- [Task item]
Your answer should be the exact lines of the data below from the one containing "Extract the road" through the one containing "Trace the roads"; please include nothing else.
__________
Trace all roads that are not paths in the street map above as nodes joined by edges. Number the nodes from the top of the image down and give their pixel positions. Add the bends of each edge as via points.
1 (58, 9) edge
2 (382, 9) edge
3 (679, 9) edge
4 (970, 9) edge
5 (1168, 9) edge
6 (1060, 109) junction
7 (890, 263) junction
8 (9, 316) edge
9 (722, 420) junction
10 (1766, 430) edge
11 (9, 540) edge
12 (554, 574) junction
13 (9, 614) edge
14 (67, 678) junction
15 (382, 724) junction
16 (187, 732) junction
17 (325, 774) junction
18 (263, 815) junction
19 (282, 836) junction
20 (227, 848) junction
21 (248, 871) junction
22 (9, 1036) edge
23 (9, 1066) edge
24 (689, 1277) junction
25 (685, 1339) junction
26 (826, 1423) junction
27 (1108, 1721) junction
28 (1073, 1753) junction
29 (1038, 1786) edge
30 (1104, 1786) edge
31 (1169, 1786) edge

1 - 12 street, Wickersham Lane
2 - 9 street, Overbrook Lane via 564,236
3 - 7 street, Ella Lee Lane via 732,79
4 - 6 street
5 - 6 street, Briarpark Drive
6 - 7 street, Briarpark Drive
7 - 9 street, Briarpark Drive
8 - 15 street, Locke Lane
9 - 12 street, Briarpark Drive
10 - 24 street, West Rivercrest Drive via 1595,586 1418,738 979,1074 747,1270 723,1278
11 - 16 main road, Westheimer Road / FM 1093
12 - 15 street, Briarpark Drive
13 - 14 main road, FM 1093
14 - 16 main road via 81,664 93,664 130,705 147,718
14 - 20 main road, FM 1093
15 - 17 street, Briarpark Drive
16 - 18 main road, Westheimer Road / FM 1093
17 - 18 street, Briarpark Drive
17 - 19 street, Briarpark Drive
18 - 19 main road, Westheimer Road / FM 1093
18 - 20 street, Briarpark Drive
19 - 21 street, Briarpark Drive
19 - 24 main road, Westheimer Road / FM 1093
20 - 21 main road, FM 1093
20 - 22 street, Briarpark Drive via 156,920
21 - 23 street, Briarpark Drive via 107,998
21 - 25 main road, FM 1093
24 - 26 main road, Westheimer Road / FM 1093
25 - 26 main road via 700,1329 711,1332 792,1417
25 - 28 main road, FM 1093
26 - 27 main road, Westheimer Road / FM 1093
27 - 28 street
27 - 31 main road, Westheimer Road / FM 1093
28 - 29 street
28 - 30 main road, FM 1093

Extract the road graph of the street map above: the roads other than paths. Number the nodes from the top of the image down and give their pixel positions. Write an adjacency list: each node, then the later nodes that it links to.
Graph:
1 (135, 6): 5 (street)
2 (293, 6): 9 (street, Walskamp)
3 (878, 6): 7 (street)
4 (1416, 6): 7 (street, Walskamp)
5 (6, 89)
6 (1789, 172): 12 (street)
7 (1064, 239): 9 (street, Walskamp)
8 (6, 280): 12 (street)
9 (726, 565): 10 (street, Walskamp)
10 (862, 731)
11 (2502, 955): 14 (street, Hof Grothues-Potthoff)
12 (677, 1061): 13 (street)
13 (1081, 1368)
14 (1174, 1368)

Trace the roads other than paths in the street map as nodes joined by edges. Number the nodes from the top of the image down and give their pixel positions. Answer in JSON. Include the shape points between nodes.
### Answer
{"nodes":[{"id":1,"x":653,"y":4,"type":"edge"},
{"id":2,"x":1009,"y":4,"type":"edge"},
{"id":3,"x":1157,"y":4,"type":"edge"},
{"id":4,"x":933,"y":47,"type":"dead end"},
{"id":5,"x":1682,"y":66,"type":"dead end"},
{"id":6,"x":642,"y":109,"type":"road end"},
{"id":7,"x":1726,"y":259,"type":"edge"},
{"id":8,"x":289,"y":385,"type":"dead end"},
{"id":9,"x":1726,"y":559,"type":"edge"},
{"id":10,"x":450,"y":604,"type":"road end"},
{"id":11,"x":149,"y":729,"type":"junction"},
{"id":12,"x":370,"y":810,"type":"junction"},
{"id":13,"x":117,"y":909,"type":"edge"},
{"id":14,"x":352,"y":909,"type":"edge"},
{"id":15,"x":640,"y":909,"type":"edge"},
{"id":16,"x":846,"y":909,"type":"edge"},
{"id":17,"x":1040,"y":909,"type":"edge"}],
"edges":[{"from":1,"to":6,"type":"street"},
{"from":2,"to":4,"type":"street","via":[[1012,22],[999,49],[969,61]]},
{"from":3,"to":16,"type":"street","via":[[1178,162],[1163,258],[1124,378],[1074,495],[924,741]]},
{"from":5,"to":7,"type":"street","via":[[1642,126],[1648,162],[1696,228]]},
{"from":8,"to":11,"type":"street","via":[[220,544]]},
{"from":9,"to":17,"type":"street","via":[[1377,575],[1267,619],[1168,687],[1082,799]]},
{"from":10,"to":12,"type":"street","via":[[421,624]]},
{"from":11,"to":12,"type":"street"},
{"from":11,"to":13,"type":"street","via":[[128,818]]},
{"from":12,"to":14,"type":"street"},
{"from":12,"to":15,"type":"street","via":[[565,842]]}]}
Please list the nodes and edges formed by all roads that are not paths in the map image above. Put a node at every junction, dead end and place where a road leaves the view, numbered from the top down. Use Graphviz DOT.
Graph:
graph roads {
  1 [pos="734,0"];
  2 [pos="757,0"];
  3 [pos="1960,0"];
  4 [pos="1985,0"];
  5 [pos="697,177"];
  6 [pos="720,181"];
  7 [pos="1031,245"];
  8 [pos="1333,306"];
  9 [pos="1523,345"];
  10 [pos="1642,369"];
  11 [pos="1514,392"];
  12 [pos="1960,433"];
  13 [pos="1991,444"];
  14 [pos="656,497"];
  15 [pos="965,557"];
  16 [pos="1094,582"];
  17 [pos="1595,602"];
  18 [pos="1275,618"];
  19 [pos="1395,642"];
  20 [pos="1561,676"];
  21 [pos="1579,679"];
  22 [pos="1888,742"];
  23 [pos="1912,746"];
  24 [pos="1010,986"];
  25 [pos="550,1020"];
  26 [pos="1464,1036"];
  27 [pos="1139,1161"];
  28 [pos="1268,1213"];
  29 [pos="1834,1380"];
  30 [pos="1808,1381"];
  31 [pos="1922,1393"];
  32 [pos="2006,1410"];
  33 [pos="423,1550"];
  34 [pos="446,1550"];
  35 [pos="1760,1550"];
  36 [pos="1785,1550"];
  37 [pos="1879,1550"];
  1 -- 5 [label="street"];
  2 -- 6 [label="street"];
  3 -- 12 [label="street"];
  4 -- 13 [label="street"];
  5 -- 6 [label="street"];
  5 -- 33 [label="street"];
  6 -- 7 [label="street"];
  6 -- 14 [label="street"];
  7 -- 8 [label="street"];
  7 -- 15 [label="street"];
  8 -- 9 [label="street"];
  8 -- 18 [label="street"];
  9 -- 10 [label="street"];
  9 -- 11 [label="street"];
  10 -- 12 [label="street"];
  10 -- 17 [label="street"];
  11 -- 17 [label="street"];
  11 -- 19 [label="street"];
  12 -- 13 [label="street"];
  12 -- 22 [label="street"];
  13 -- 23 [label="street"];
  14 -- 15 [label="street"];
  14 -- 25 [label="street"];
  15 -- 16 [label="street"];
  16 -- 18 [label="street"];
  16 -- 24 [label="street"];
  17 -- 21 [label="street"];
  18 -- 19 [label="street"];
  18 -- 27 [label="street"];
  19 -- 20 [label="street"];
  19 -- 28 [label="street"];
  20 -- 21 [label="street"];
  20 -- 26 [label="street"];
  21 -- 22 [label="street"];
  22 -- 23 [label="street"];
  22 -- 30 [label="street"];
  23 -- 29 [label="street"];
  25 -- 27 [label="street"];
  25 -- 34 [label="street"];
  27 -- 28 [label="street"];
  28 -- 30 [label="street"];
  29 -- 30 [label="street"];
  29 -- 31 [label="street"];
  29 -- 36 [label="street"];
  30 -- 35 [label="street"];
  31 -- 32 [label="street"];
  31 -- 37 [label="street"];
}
__________
- [Answer section]
Extract the road graph of the street map above: the roads other than paths. Number the nodes from the top of the image down and give their pixel positions. Write an adjacency list: each node, then the later nodes that it links to.
Graph:
1 (135, 6): 5 (street)
2 (293, 6): 9 (street, Walskamp)
3 (878, 6): 7 (street)
4 (1416, 6): 7 (street, Walskamp)
5 (6, 89)
6 (1789, 172): 12 (street)
7 (1064, 239): 9 (street, Walskamp)
8 (6, 280): 12 (street)
9 (726, 565): 10 (street, Walskamp)
10 (862, 731)
11 (2502, 955): 14 (street, Hof Grothues-Potthoff)
12 (677, 1061): 13 (street)
13 (1081, 1368)
14 (1174, 1368)

Trace the roads other than paths in the street map as nodes joined by edges. Number the nodes from the top of the image down and give their pixel positions. Answer in JSON. Include the shape points between nodes.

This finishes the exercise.